Aberdeen’s health and social care chiefs are to exhaust their cash reserves to cover a recurring overspend – in part because of the cost of treating some of the city’s most poorly elsewhere.
The Integrated Joint Board (IJB) of Aberdeen City Health And Social Care Partnership (ACHSCP) will meet next week to discuss spending plans for the coming year.
A briefing, issued to board members ahead of Tuesday’s meeting, predicts a £2.5 million overspend by the authority by the end of the financial year.
Financial officers have blamed a rise in the number of patients sent out of the city for treatment for the overspend – a recurring problem in their budgeting in recent years.
Patients, generally those with the most severe conditions, are sent to specialist facilities across the country if there is no suitable care available in the Granite City.
Previous estimates have placed the cost at between £100,000-£250,000 to treat only one patient with the most serious learning disabilities.
An increase in cost and demand for medicines is also being blamed for the un-budgeted spend, as are the rising costs of running out-of-hours GP and forensic medical examination services.
Insufficient budgeting for night-time cover for consultants at the city’s Woodend Hospital has also contributed.
These rising costs will this year be covered by ACHSCP’s risk fund, which will be depleted to cover the £2.5 million bill.

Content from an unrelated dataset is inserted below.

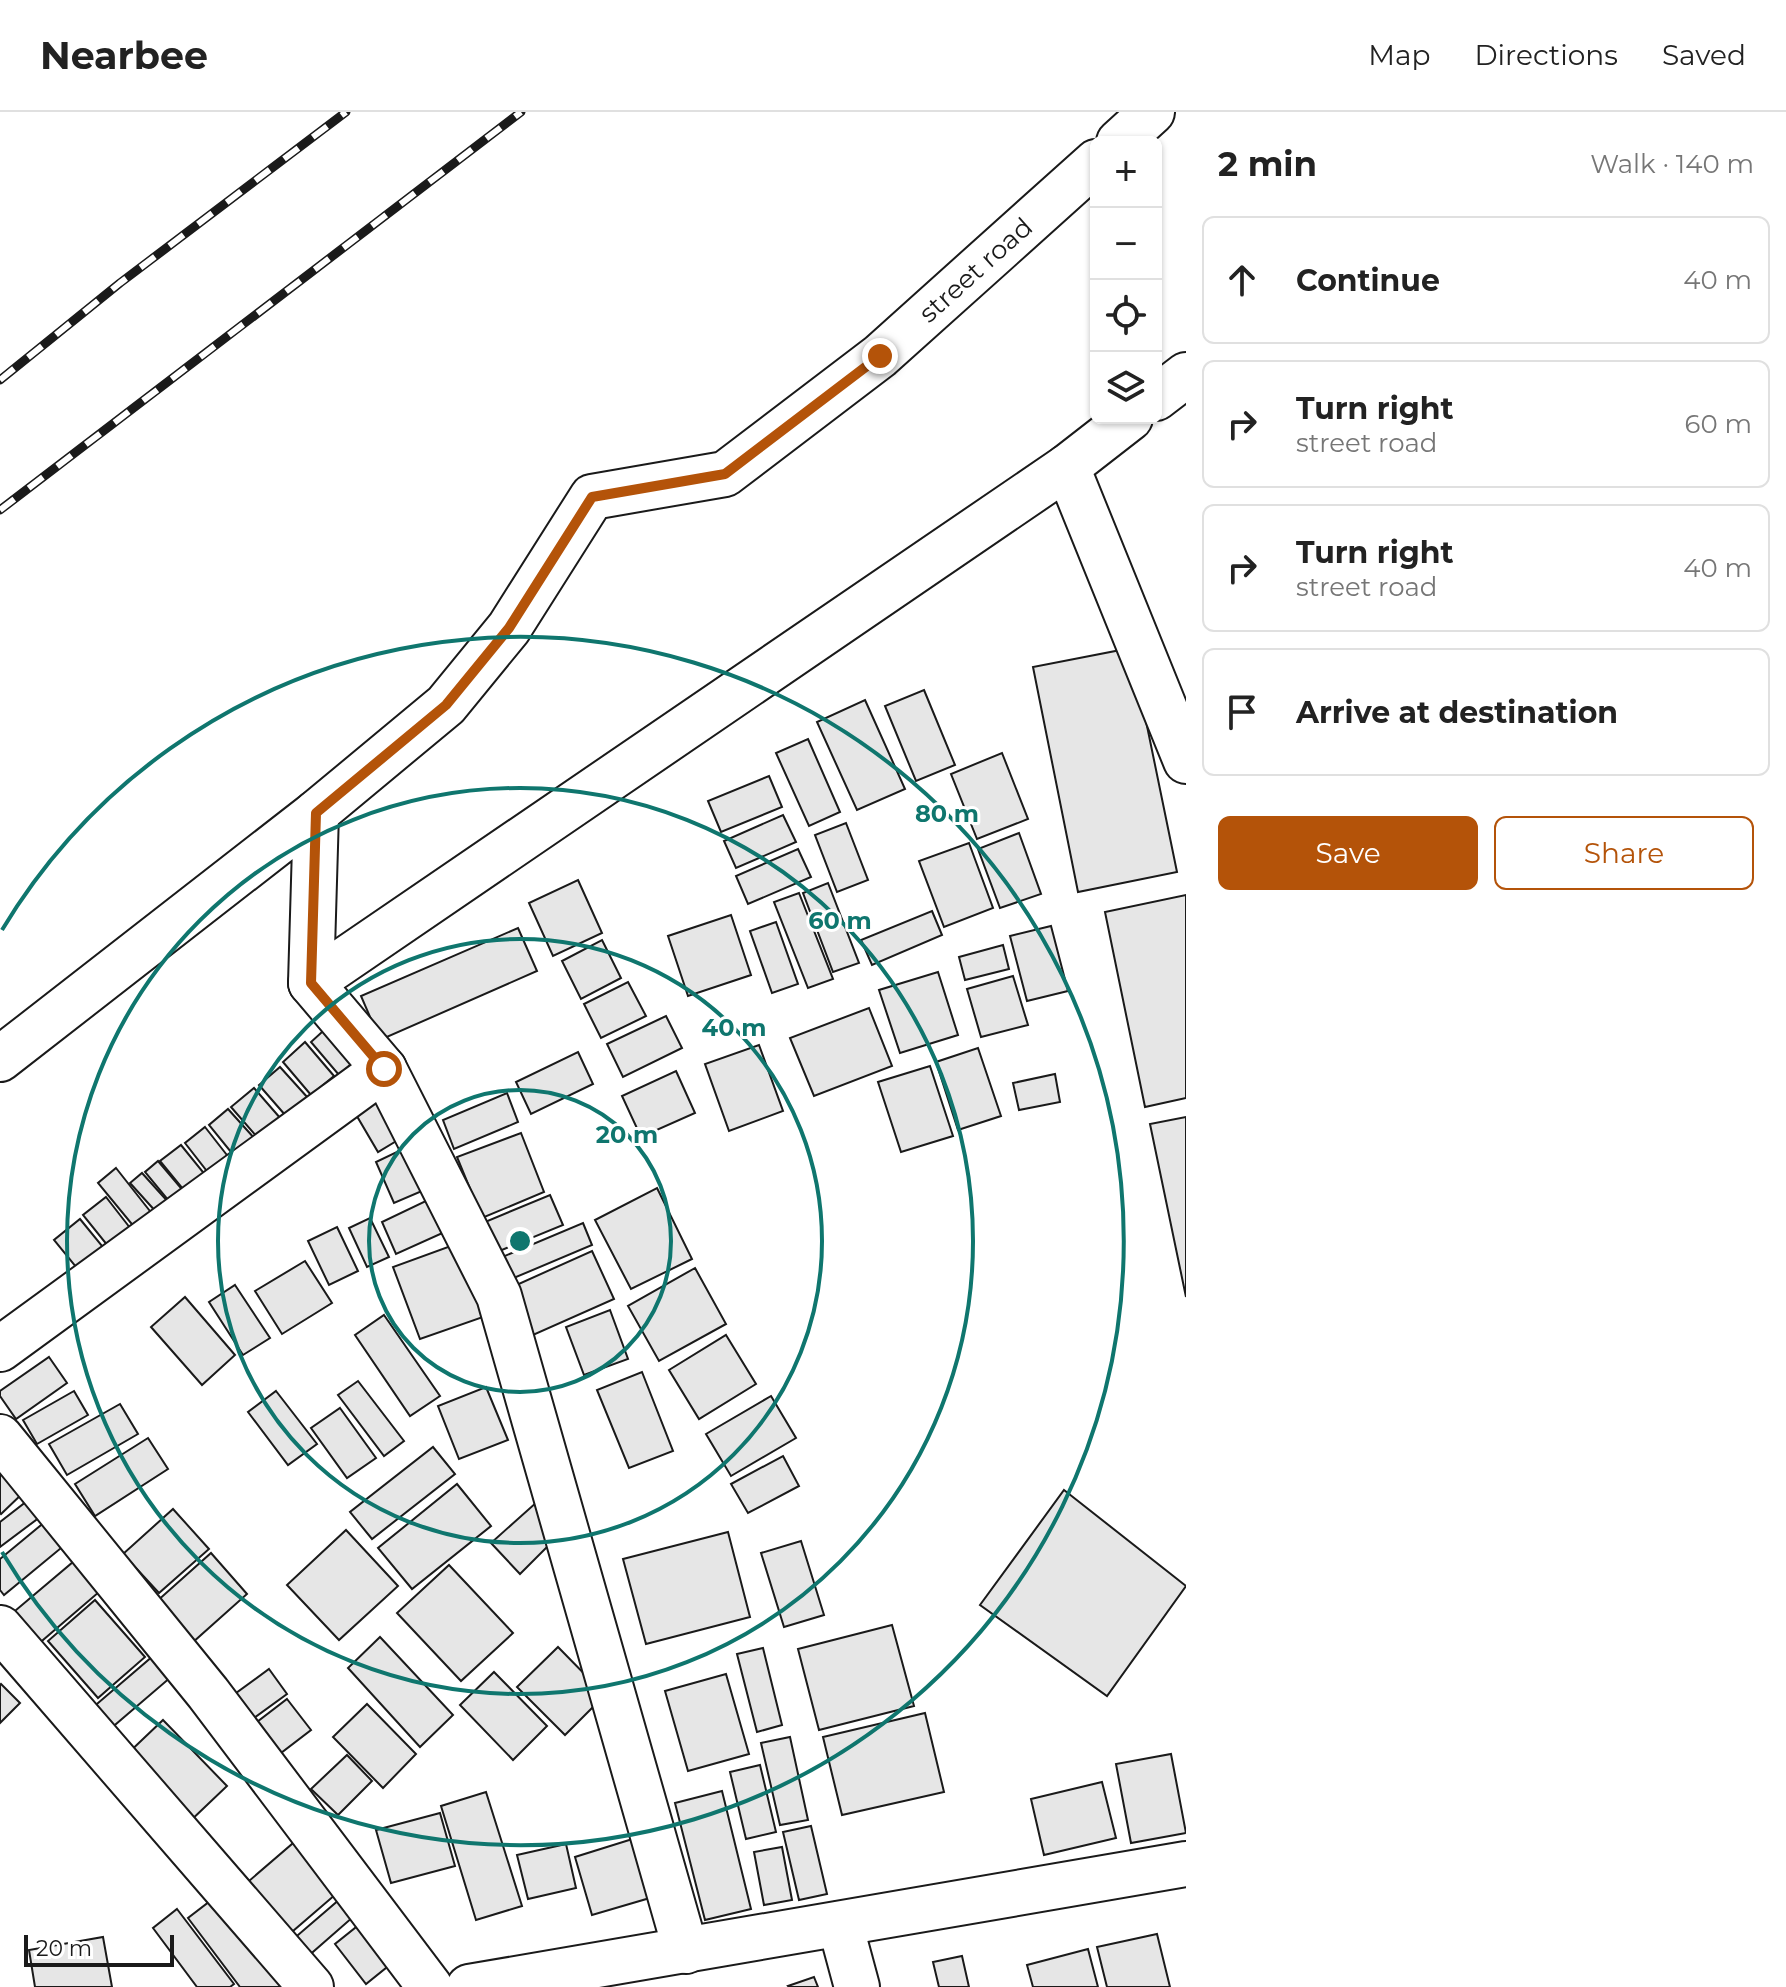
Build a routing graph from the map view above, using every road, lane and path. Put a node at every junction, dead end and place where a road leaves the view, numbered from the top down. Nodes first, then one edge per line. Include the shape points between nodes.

ACHSCP has done the same in previous years but has replenished cash reserves in its budget process.
But this year, finance officials have recommended members do not do the same – as it would only add to the £5.7 million total the board has to cut from its spending.
Asked what would happen if the IJB were to encounter similar hard-to-predict cost rises next year, chairwoman Sarah Duncan said: “Aberdeen is one of the few IJBs that has not had to go back to its funding partners for more money come March.
“Lots of others have had to as they did not set up risk reserves, but it was prudent for us to do so in the first few years.
“I hope we won’t have to go back to the council or NHS Grampian for help at the end of next year. I am confident in our plan to reduce costs.”
The IJB has commissioned a review of the use of locum and agency staff at Woodend Hospital, mental health services and medical practices, with the hope of saving £1 million in 2020-21.
Another £1.6 million will be saved in a review of where care workers are sent – in an effort to ease recruitment issues in some parts of the city.